Petra Paroubková, the wife of former prime minister and former Social Democrat leader Jiří Paroubek, was taken to hospital mid-week after feeling unwell, according tn.cz and ČTK. After an examination, doctors learned the 41-year-old had suffered a brain hemorrhage. Her husband revealed to iDnes that she was being treated in intensive care and would, in all likelihood, be released within two to three weeks. No surgery was needed but plenty of rest was required, Mr Paroubek said.
Decorated WWII veteran Vasil Korol, who fought in the battle of Kiev and the Carpatho-Dukla Operation, died on Saturday at the age of 92. His son confirmed that he passed away in hospital in Prague following a brief illness. Major Korol fled to the Soviet Union after the German occupation of Bohemia and Moravia in 1939 but was imprisoned and sent to Siberia. After his release in 1943, he joined the Czechoslovak Army as an artilleryman. He later received Czech, Ukrainian and Russian military honours - which were stolen from his room in a home for war veterans in 2013. The thieves who took them had posed as repairmen. The war veteran received new medals from the Defence Ministry and the Association of Czechoslovak Legionnaires in the autumn of the same year.
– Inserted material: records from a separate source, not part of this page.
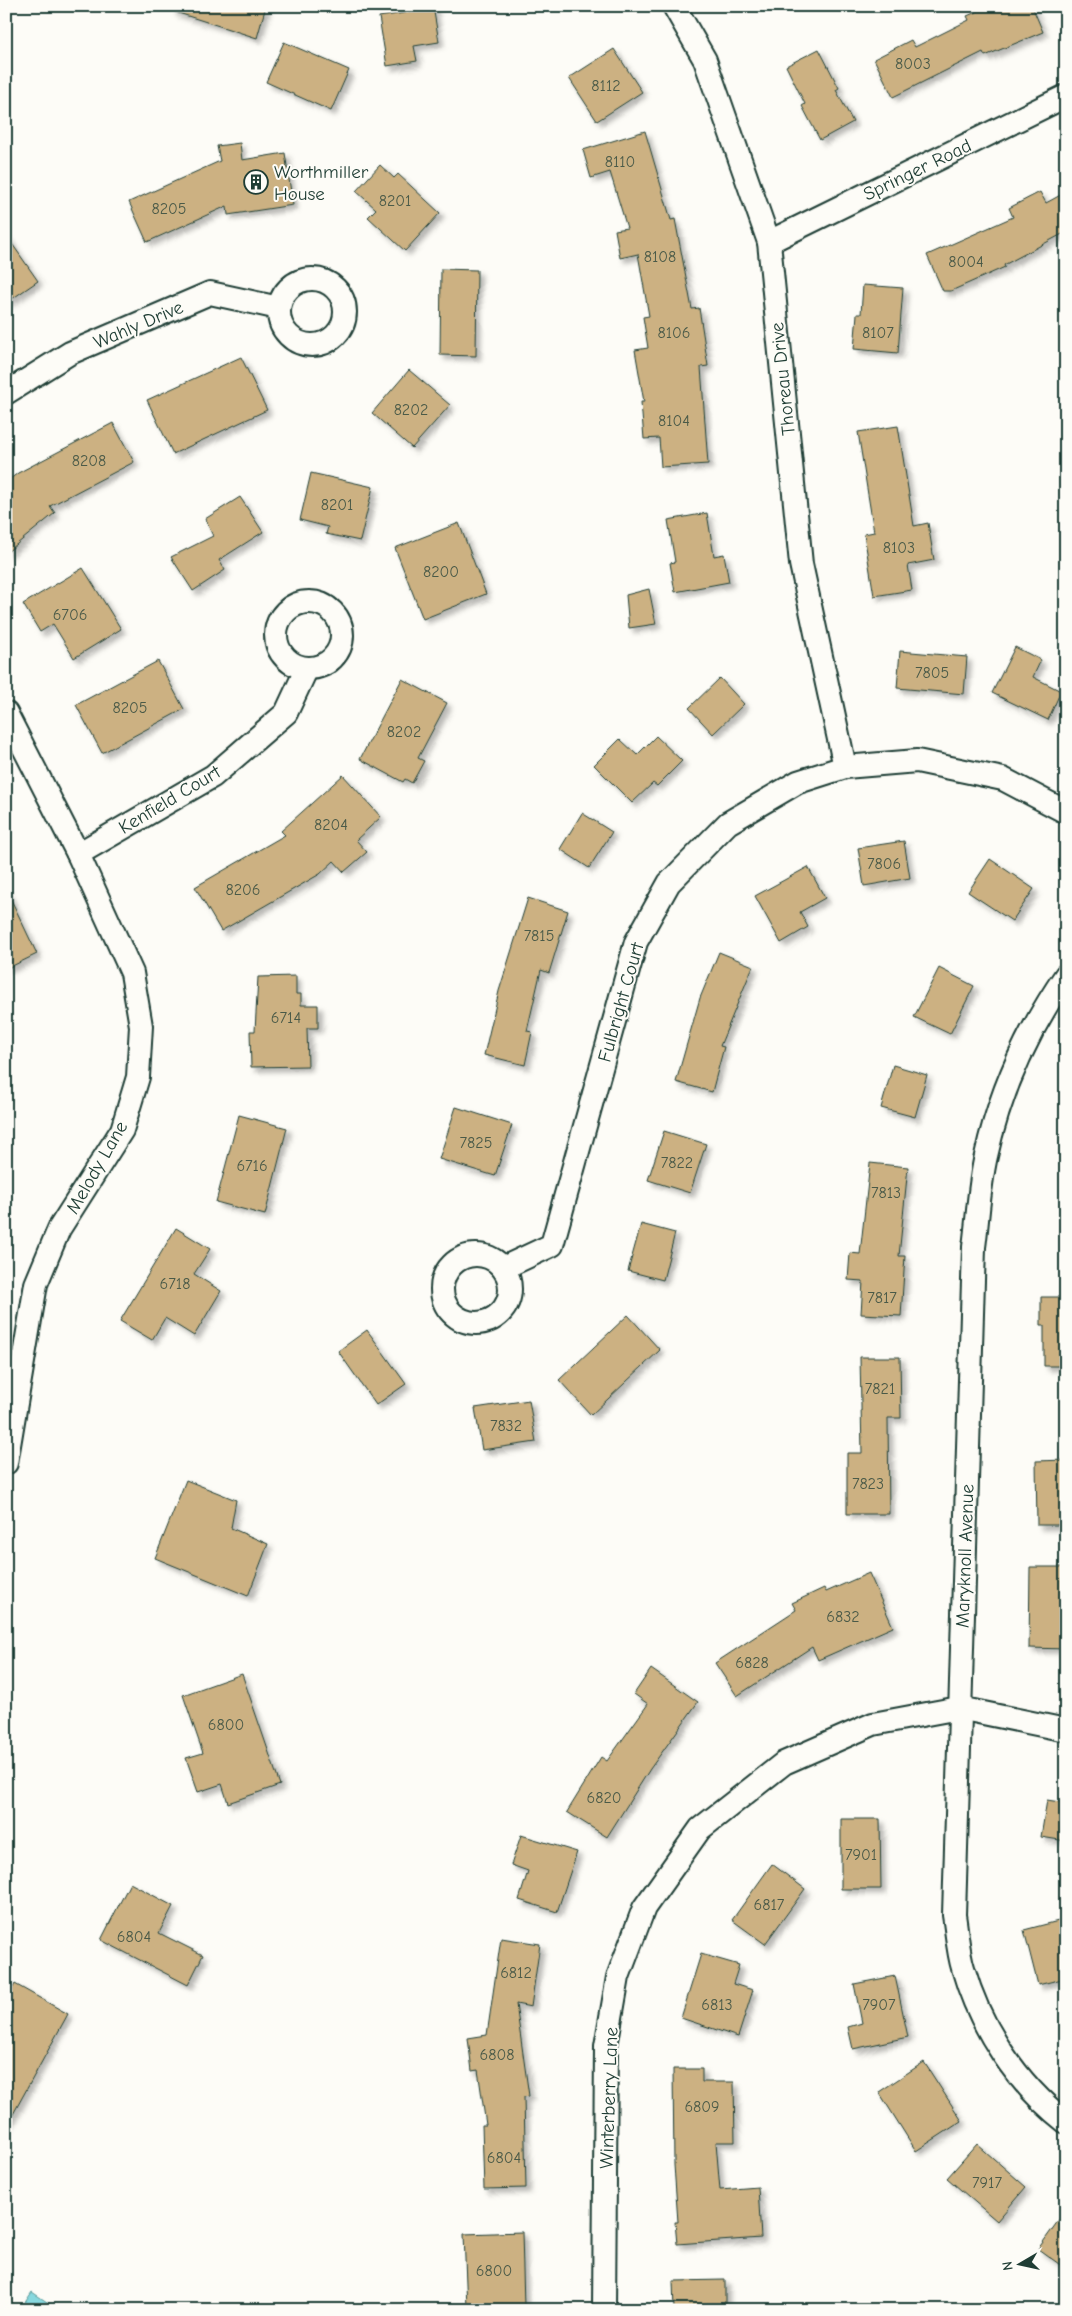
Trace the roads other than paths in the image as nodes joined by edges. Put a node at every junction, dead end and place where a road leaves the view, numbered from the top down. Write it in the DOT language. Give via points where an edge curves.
graph roads {
  1 [pos="674,6"];
  2 [pos="1066,96"];
  3 [pos="769,242"];
  4 [pos="279,308"];
  5 [pos="6,393"];
  6 [pos="307,668"];
  7 [pos="6,713"];
  8 [pos="845,767"];
  9 [pos="1066,812"];
  10 [pos="78,854"];
  11 [pos="1066,975"];
  12 [pos="504,1268"];
  13 [pos="6,1463"];
  14 [pos="960,1708"];
  15 [pos="1066,1730"];
  16 [pos="1066,2122"];
  17 [pos="604,2310"];
  1 -- 3 [label="street, Thoreau Drive" via="705,60"];
  2 -- 3 [label="street, Springer Road"];
  3 -- 8 [label="street, Thoreau Drive" via="801,564"];
  4 -- 5 [label="street, Wahly Drive" via="210,293 70,353"];
  6 -- 10 [label="street, Kenfield Court" via="286,713 213,776"];
  7 -- 10 [label="street, Melody Lane"];
  8 -- 9 [label="street, Fulbright Court" via="918,761 1003,779"];
  8 -- 12 [label="street, Fulbright Court" via="798,782 728,823 669,883 636,942 552,1245"];
  10 -- 13 [label="street, Melody Lane" via="132,973 140,1026 138,1077 122,1130 59,1229 36,1284"];
  11 -- 14 [label="street, Maryknoll Avenue" via="1043,1008 1012,1072 986,1156 974,1247"];
  14 -- 15 [label="street, Winterberry Lane"];
  14 -- 16 [label="street, Maryknoll Avenue" via="954,1915 963,1968 983,2021 1013,2069 1046,2107"];
  14 -- 17 [label="street, Winterberry Lane" via="873,1724 784,1763 700,1829 644,1908 618,1977 606,2046"];
}
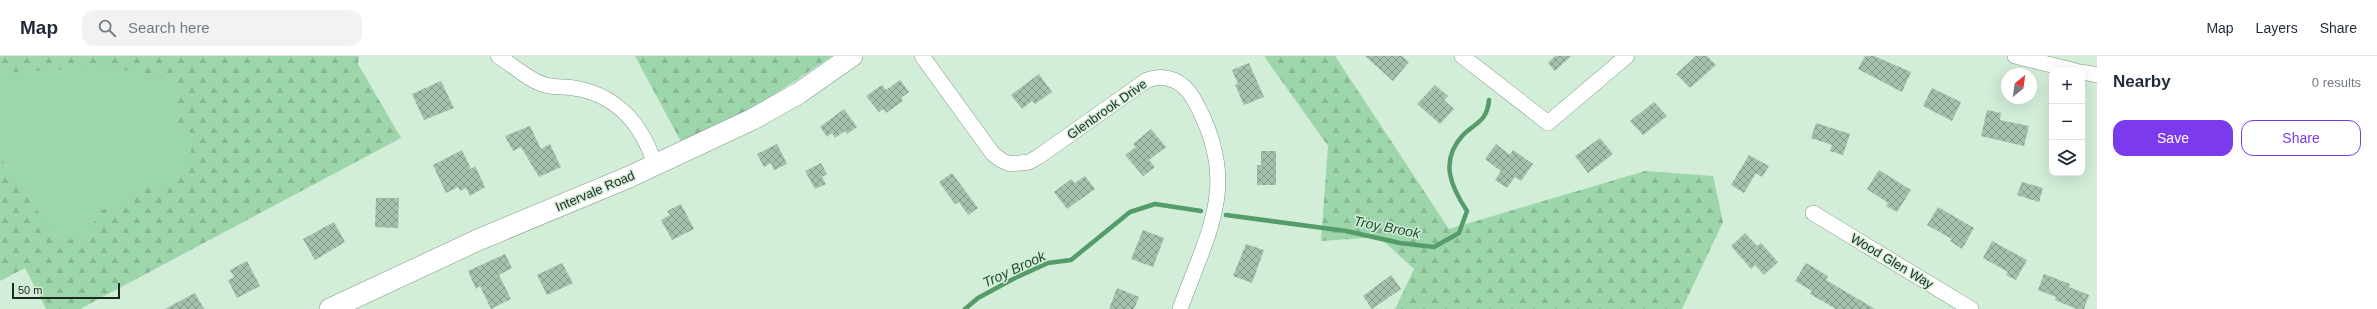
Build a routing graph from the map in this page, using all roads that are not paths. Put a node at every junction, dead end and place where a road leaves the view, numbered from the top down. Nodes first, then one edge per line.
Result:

Defence Minister Martin Stropnický has told Czech daily Mladá fronta Dnes he will not run for the post of deputy leader in ANO unless he receives the necessary support at an upcoming party congress. The convention takes place at the end of February. So far, the head of ANO's deputies club, Jaroslav Faltýnek, has received the most nominations. for first deputy leader, while the head of ANO, Andrej Babiš, enjoys overwhelming, almost 100 percent support, and is expected to be re-elected chairman without any hurdles. Defence Minister Stropnický said the post of first deputy was a demanding one, which would be impossible to combine with his ministerial portfolio.